__RECORDS FOR THIS TASK__
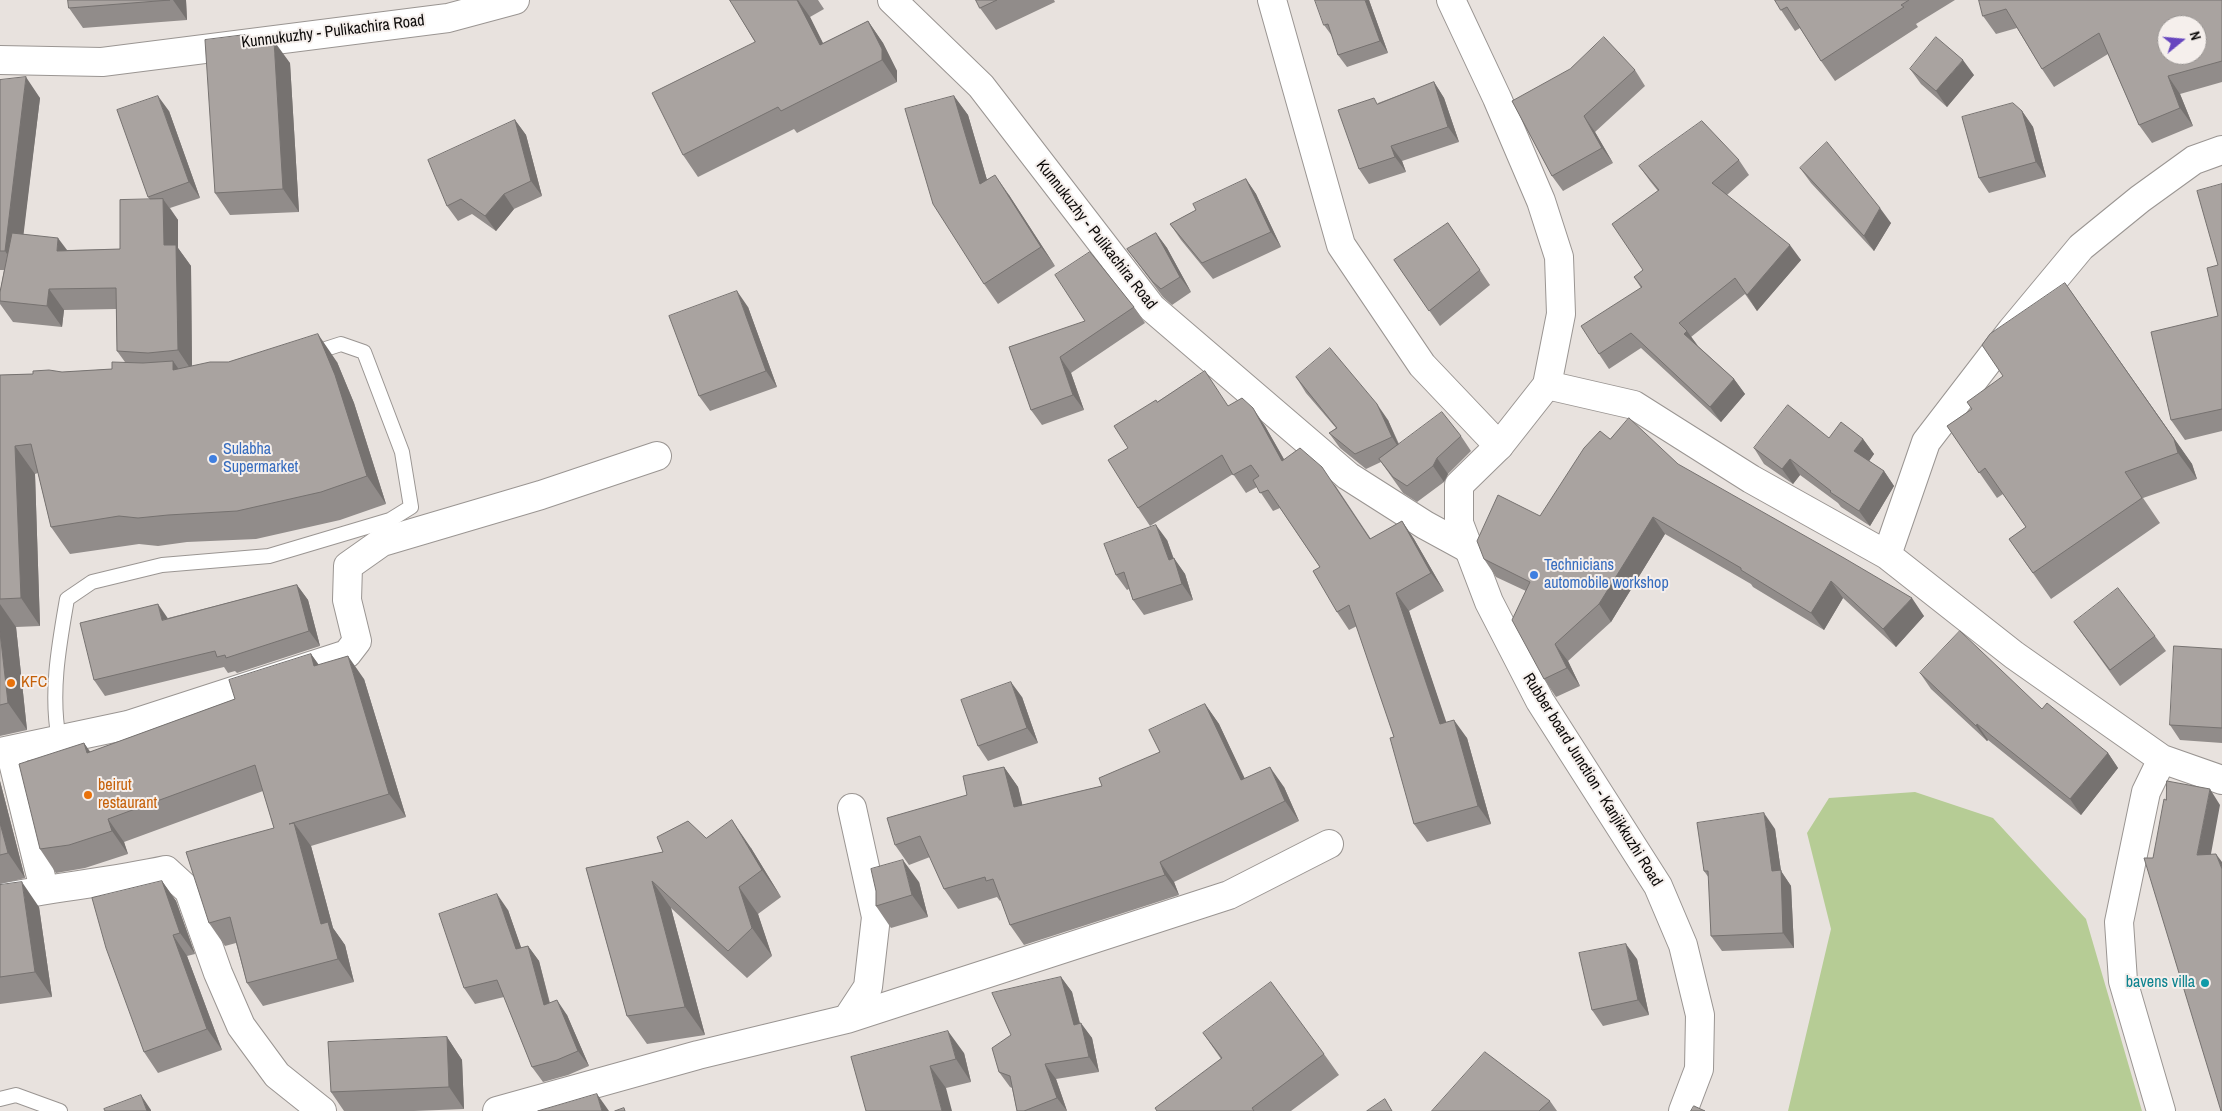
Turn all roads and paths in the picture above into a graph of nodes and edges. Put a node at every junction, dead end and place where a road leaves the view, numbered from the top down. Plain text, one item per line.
1 (515, 0) edge
2 (892, 0) edge
3 (1272, 0) edge
4 (1451, 0) edge
5 (0, 60) edge
6 (2222, 150) edge
7 (295, 360) edge
8 (1547, 385) junction
9 (1500, 446) junction
10 (657, 456) dead end
11 (1469, 549) junction
12 (1886, 555) junction
13 (59, 740) junction
14 (5, 751) edge
15 (2162, 759) junction
16 (2222, 780) edge
17 (852, 808) dead end
18 (1329, 844) dead end
19 (44, 889) junction
20 (0, 898) edge
21 (847, 1019) junction
22 (0, 1099) edge
23 (60, 1111) edge
24 (322, 1111) edge
25 (496, 1111) edge
26 (1683, 1111) edge
27 (2162, 1111) edge

1 - 5 street, Kunnukuzhy - Pulikachira Road
2 - 11 street, Kunnukuzhy - Pulikachira Road
3 - 9 street
4 - 8 street, Rubber board Junction - Kanjikkuzhi Road
6 - 12 street
7 - 13 lane
8 - 9 street, Rubber board Junction - Kanjikkuzhi Road
8 - 12 street
9 - 11 street, Rubber board Junction - Kanjikkuzhi Road
10 - 13 street
11 - 26 street, Rubber board Junction - Kanjikkuzhi Road
12 - 15 street
13 - 14 street
14 - 19 street
15 - 16 street
15 - 27 street
17 - 21 street
18 - 21 street
19 - 20 street
19 - 24 street
21 - 25 street
22 - 23 lane

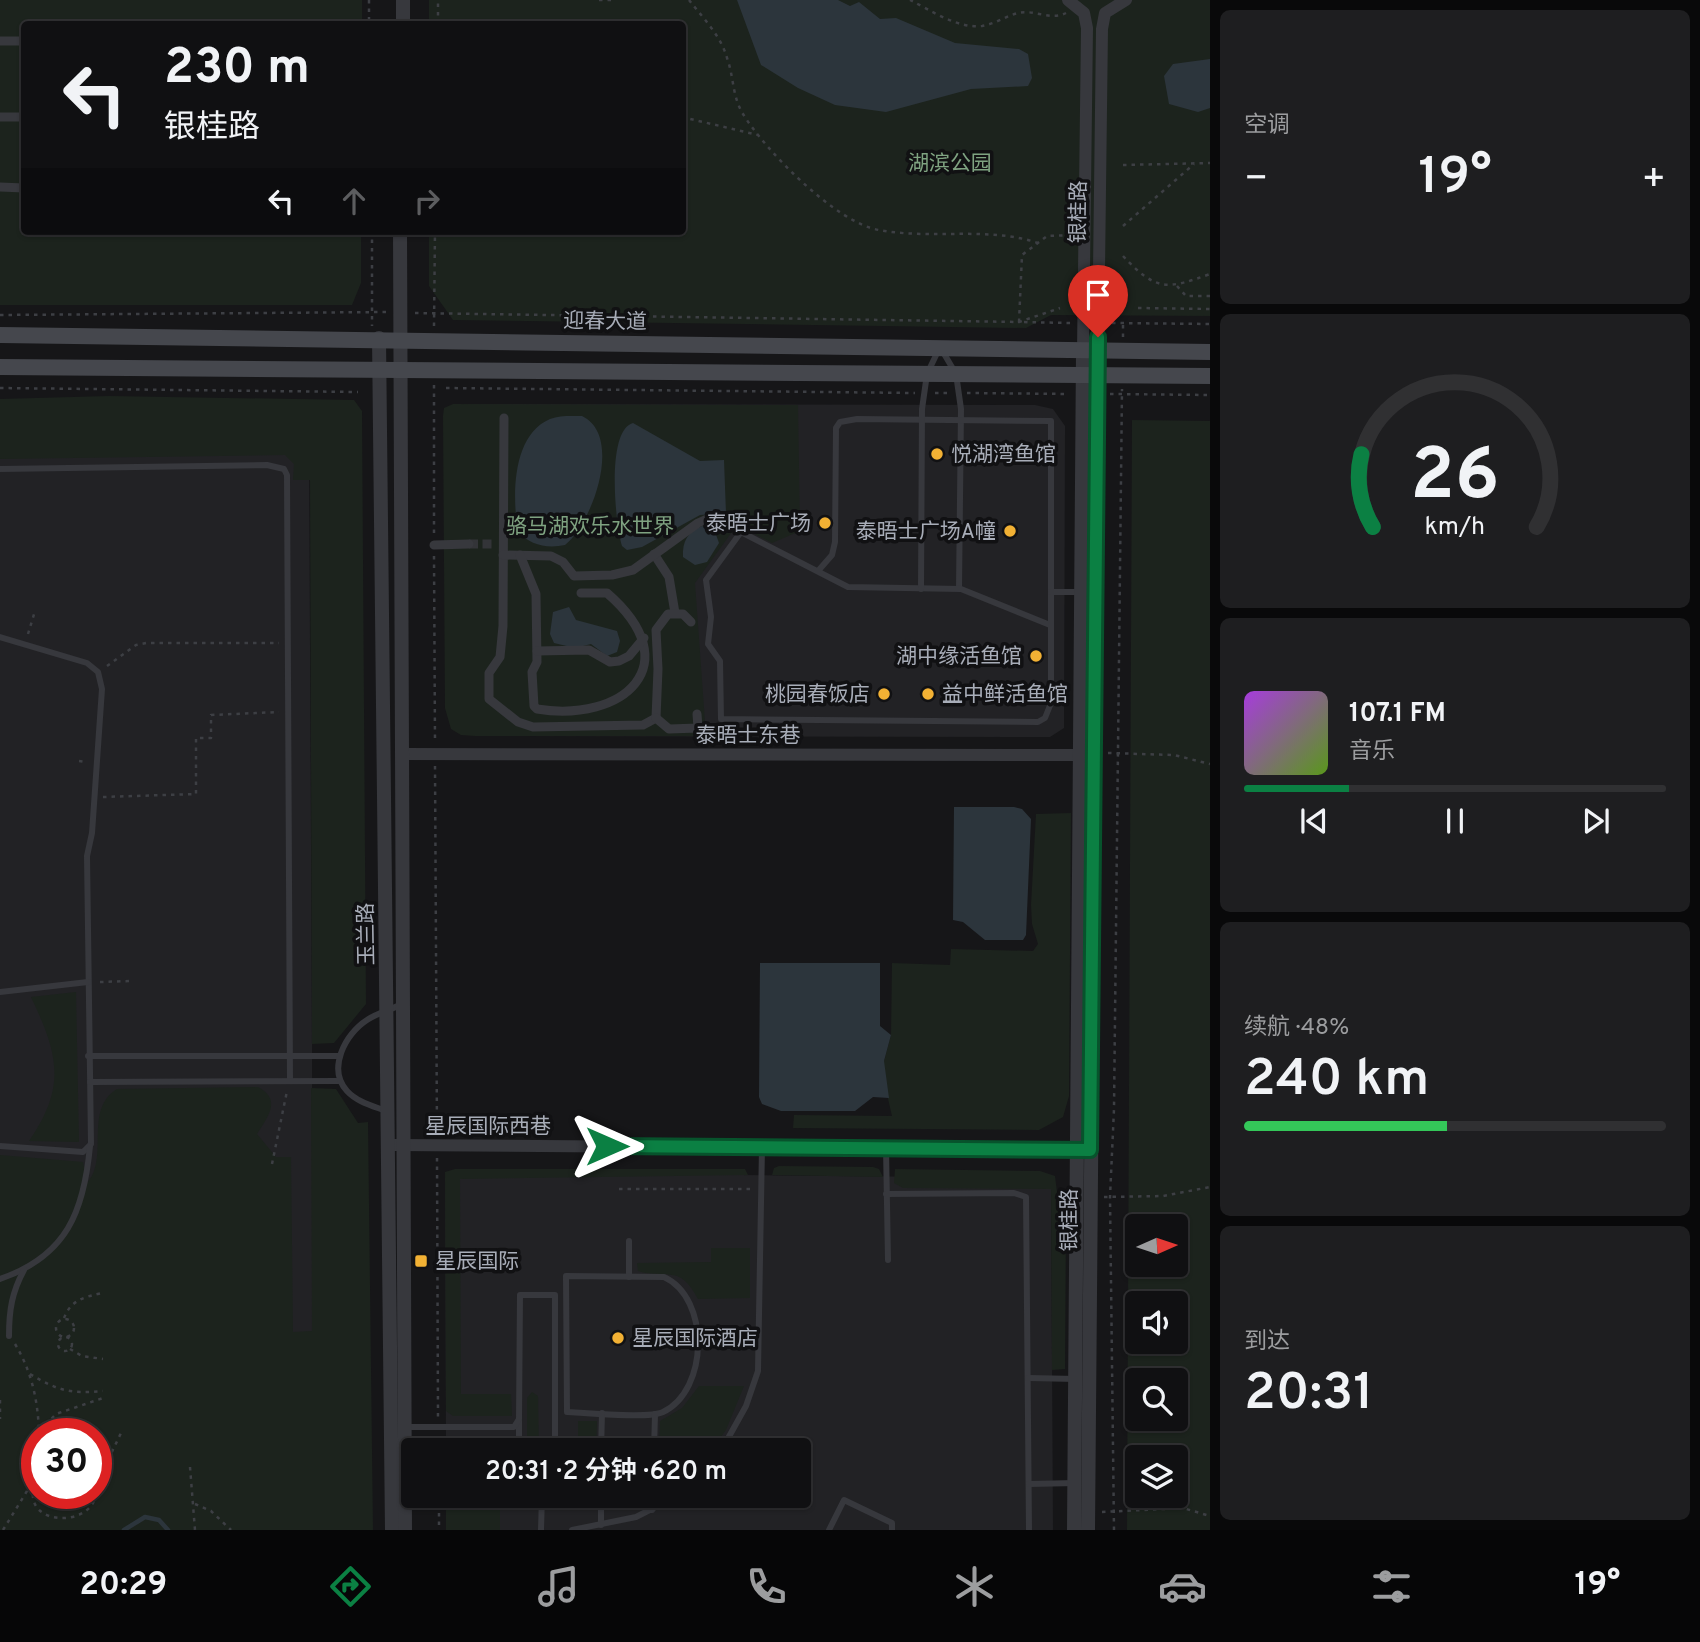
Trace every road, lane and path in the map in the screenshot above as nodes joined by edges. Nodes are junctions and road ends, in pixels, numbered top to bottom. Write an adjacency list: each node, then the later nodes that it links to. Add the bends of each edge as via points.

__EXERCISE OBJECTIVE__
Quote all the lines above exactly as given. Do not include the pictures.

__RESULT OF THE EXERCISE__
Turn all roads and paths in the picture above into a graph of nodes and edges. Put a node at every junction, dead end and place where a road leaves the view, numbered from the top down. Plain text, one item per line.
1 (515, 0) edge
2 (892, 0) edge
3 (1272, 0) edge
4 (1451, 0) edge
5 (0, 60) edge
6 (2222, 150) edge
7 (295, 360) edge
8 (1547, 385) junction
9 (1500, 446) junction
10 (657, 456) dead end
11 (1469, 549) junction
12 (1886, 555) junction
13 (59, 740) junction
14 (5, 751) edge
15 (2162, 759) junction
16 (2222, 780) edge
17 (852, 808) dead end
18 (1329, 844) dead end
19 (44, 889) junction
20 (0, 898) edge
21 (847, 1019) junction
22 (0, 1099) edge
23 (60, 1111) edge
24 (322, 1111) edge
25 (496, 1111) edge
26 (1683, 1111) edge
27 (2162, 1111) edge

1 - 5 street, Kunnukuzhy - Pulikachira Road
2 - 11 street, Kunnukuzhy - Pulikachira Road
3 - 9 street
4 - 8 street, Rubber board Junction - Kanjikkuzhi Road
6 - 12 street
7 - 13 lane
8 - 9 street, Rubber board Junction - Kanjikkuzhi Road
8 - 12 street
9 - 11 street, Rubber board Junction - Kanjikkuzhi Road
10 - 13 street
11 - 26 street, Rubber board Junction - Kanjikkuzhi Road
12 - 15 street
13 - 14 street
14 - 19 street
15 - 16 street
15 - 27 street
17 - 21 street
18 - 21 street
19 - 20 street
19 - 24 street
21 - 25 street
22 - 23 lane

Trace every road, lane and path in the map in the screenshot above as nodes joined by edges. Nodes are junctions and road ends, in pixels, numbered top to bottom. Write an adjacency list: each node, then the later nodes that it links to. Add the bends of each edge as via points.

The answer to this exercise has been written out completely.